• Required work: From the records below, copy out each line that has the word "nodes".

BEGIN Data excerpts

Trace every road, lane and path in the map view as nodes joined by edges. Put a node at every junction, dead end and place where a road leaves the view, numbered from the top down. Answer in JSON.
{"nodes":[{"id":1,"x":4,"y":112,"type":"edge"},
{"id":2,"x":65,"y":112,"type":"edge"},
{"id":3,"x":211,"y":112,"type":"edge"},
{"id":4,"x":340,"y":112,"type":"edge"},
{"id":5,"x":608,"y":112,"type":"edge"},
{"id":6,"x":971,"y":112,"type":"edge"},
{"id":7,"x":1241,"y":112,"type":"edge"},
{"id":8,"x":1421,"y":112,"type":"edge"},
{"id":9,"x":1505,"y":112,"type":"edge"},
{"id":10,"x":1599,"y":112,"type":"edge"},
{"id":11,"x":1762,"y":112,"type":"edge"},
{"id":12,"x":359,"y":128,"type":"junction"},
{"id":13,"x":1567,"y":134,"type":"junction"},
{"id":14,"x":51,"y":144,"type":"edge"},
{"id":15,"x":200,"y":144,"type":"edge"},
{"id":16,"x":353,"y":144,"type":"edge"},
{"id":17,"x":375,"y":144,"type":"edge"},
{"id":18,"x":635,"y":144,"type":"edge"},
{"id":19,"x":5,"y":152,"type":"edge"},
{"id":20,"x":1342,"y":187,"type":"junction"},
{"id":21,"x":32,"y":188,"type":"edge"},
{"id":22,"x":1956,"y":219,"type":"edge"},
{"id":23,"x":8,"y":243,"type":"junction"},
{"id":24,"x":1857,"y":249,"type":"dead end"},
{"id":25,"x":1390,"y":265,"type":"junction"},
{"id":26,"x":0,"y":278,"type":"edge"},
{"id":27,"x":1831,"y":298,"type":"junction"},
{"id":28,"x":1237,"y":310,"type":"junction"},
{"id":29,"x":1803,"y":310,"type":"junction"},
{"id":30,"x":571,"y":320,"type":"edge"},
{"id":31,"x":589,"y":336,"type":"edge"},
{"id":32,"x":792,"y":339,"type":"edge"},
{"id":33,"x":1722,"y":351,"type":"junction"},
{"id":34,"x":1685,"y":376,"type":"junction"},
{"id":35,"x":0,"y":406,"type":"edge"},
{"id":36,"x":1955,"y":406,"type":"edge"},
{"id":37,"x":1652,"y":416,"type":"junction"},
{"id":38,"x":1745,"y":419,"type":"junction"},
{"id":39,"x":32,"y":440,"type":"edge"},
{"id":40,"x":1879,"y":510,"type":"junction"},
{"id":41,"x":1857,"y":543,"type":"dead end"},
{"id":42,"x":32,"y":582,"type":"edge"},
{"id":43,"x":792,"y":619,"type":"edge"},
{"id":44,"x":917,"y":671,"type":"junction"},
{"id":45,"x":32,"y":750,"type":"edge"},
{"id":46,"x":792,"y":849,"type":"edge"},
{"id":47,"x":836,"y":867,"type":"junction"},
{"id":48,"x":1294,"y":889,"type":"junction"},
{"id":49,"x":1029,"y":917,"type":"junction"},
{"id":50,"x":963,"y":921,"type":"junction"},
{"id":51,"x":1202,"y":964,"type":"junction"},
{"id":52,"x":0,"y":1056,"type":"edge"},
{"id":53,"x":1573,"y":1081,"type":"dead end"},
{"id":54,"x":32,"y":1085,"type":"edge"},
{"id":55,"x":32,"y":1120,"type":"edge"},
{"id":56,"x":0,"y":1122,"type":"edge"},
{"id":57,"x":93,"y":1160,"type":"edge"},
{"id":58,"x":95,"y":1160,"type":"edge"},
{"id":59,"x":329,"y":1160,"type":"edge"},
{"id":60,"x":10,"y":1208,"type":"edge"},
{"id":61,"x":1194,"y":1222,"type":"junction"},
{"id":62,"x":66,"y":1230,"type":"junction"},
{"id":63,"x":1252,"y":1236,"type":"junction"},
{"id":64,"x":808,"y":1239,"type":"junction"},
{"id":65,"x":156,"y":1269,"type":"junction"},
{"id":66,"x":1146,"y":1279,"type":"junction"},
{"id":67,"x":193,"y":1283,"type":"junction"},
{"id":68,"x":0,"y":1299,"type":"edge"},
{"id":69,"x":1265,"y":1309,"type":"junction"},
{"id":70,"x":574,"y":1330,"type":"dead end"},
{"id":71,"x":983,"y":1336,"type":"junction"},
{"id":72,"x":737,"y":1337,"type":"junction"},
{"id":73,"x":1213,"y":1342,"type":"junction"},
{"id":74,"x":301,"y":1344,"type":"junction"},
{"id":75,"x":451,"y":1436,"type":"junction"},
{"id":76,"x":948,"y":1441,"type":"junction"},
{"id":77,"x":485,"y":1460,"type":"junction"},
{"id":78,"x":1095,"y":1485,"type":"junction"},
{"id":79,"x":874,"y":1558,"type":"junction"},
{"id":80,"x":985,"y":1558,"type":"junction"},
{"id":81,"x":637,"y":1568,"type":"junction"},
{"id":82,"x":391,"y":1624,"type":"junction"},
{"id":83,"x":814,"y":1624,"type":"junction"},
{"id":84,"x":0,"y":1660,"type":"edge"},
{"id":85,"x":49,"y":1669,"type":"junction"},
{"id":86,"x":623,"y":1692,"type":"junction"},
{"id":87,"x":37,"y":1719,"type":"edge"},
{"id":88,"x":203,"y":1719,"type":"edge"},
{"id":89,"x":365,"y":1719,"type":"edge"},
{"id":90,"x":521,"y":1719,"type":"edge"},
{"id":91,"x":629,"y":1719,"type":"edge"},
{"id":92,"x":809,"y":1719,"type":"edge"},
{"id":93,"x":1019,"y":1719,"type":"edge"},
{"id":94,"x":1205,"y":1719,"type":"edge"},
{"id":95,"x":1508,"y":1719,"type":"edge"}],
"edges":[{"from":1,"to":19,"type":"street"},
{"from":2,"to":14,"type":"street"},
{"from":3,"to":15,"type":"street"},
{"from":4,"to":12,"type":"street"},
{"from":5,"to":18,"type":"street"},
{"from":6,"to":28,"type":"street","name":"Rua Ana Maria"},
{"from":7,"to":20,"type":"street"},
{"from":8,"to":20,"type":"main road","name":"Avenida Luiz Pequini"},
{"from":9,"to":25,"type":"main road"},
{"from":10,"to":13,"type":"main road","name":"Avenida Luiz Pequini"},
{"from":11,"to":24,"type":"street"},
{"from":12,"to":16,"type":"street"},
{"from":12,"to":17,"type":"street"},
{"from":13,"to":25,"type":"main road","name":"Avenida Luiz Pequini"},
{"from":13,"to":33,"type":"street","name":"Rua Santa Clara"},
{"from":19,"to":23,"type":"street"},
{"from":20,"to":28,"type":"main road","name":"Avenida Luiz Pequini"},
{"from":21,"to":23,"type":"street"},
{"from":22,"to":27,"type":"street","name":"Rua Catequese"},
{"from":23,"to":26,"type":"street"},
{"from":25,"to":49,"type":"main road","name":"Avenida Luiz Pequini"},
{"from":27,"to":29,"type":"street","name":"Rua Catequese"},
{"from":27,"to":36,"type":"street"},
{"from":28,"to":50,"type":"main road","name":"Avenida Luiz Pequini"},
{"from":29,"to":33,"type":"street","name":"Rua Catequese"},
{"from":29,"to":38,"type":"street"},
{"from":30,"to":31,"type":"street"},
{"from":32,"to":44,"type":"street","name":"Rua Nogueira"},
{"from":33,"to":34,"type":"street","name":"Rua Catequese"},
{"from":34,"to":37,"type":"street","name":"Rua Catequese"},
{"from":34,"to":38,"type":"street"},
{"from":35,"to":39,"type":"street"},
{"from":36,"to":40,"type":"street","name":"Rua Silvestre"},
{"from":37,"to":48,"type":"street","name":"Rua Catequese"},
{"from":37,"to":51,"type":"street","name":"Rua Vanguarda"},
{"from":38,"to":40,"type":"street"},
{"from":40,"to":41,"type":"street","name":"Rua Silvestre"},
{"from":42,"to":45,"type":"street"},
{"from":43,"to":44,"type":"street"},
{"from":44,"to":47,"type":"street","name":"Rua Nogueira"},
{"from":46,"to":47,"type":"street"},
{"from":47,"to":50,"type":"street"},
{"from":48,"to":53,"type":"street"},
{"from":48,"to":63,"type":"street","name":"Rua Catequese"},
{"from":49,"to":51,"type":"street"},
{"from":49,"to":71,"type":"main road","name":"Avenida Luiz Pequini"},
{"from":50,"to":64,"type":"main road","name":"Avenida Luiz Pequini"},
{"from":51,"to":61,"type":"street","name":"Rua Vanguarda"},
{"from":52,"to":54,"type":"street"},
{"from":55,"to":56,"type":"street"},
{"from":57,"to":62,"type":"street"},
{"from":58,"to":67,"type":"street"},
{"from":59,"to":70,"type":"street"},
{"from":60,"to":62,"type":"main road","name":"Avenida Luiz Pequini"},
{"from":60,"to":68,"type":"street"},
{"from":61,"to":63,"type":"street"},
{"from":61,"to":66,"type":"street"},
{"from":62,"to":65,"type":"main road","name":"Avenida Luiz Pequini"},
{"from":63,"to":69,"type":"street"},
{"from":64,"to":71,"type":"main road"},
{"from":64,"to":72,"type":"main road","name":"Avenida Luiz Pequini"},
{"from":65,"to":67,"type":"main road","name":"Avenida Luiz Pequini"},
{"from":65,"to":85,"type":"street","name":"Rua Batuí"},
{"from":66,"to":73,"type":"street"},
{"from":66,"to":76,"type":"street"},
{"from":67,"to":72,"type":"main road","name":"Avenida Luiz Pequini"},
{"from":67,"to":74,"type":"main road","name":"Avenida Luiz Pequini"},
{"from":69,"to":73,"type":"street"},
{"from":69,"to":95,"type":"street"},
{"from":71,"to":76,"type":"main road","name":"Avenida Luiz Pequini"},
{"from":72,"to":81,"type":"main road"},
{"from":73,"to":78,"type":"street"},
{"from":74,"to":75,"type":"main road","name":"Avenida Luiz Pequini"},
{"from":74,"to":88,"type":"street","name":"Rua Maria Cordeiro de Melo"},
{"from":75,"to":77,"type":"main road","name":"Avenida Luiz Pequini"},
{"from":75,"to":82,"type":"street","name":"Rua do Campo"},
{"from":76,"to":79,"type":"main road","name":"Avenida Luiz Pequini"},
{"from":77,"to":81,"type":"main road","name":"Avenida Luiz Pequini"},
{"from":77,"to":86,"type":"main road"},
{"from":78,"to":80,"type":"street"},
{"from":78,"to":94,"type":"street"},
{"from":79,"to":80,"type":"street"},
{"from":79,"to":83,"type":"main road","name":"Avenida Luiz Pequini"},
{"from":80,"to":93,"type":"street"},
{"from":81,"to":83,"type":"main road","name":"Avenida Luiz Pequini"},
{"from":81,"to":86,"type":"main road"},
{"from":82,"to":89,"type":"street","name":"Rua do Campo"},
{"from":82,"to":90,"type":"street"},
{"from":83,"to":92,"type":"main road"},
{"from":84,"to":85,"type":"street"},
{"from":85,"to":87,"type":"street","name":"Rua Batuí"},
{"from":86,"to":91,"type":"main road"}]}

END Data excerpts

• Finished exercise:
Trace every road, lane and path in the map view as nodes joined by edges. Put a node at every junction, dead end and place where a road leaves the view, numbered from the top down. Answer in JSON.
{"nodes":[{"id":1,"x":4,"y":112,"type":"edge"},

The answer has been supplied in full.